DIRECTIONS -
Transcribe the records in full, keeping every word exactly as given.

#### RECORD EXCERPTS

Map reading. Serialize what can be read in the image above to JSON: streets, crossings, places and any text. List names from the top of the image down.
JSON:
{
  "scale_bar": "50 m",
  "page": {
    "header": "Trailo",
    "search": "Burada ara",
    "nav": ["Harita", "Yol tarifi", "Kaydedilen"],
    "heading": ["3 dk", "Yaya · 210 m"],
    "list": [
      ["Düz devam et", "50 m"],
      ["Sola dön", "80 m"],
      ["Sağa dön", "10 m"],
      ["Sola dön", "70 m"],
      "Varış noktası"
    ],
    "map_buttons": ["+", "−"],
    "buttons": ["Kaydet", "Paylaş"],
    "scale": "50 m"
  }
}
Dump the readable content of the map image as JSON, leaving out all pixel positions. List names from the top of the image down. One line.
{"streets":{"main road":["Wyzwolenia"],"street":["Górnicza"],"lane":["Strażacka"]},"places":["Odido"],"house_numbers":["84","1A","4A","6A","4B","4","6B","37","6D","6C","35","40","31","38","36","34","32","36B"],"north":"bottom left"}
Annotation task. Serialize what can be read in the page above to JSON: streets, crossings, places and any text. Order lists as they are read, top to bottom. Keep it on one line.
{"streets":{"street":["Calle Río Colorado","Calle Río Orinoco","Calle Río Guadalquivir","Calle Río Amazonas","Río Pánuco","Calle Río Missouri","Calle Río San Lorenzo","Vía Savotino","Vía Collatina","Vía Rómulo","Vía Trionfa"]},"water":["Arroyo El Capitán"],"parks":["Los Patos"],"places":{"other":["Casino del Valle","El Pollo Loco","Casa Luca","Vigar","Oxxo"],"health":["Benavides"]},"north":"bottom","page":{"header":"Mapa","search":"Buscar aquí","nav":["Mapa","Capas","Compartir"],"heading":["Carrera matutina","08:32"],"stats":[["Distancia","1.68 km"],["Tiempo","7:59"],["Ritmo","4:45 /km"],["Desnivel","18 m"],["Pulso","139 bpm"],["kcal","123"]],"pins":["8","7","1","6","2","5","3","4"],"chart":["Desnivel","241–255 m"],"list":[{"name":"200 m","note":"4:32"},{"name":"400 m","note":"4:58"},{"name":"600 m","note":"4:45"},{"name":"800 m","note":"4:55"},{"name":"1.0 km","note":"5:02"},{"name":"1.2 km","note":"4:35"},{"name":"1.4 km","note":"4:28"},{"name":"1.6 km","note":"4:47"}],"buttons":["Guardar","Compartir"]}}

########

RESULT OF THE EXERCISE -
Map reading. Serialize what can be read in the image above to JSON: streets, crossings, places and any text. List names from the top of the image down.
JSON:
{
  "scale_bar": "50 m",
  "page": {
    "header": "Trailo",
    "search": "Burada ara",
    "nav": ["Harita", "Yol tarifi", "Kaydedilen"],
    "heading": ["3 dk", "Yaya · 210 m"],
    "list": [
      ["Düz devam et", "50 m"],
      ["Sola dön", "80 m"],
      ["Sağa dön", "10 m"],
      ["Sola dön", "70 m"],
      "Varış noktası"
    ],
    "map_buttons": ["+", "−"],
    "buttons": ["Kaydet", "Paylaş"],
    "scale": "50 m"
  }
}
Dump the readable content of the map image as JSON, leaving out all pixel positions. List names from the top of the image down. One line.
{"streets":{"main road":["Wyzwolenia"],"street":["Górnicza"],"lane":["Strażacka"]},"places":["Odido"],"house_numbers":["84","1A","4A","6A","4B","4","6B","37","6D","6C","35","40","31","38","36","34","32","36B"],"north":"bottom left"}
Annotation task. Serialize what can be read in the page above to JSON: streets, crossings, places and any text. Order lists as they are read, top to bottom. Keep it on one line.
{"streets":{"street":["Calle Río Colorado","Calle Río Orinoco","Calle Río Guadalquivir","Calle Río Amazonas","Río Pánuco","Calle Río Missouri","Calle Río San Lorenzo","Vía Savotino","Vía Collatina","Vía Rómulo","Vía Trionfa"]},"water":["Arroyo El Capitán"],"parks":["Los Patos"],"places":{"other":["Casino del Valle","El Pollo Loco","Casa Luca","Vigar","Oxxo"],"health":["Benavides"]},"north":"bottom","page":{"header":"Mapa","search":"Buscar aquí","nav":["Mapa","Capas","Compartir"],"heading":["Carrera matutina","08:32"],"stats":[["Distancia","1.68 km"],["Tiempo","7:59"],["Ritmo","4:45 /km"],["Desnivel","18 m"],["Pulso","139 bpm"],["kcal","123"]],"pins":["8","7","1","6","2","5","3","4"],"chart":["Desnivel","241–255 m"],"list":[{"name":"200 m","note":"4:32"},{"name":"400 m","note":"4:58"},{"name":"600 m","note":"4:45"},{"name":"800 m","note":"4:55"},{"name":"1.0 km","note":"5:02"},{"name":"1.2 km","note":"4:35"},{"name":"1.4 km","note":"4:28"},{"name":"1.6 km","note":"4:47"}],"buttons":["Guardar","Compartir"]}}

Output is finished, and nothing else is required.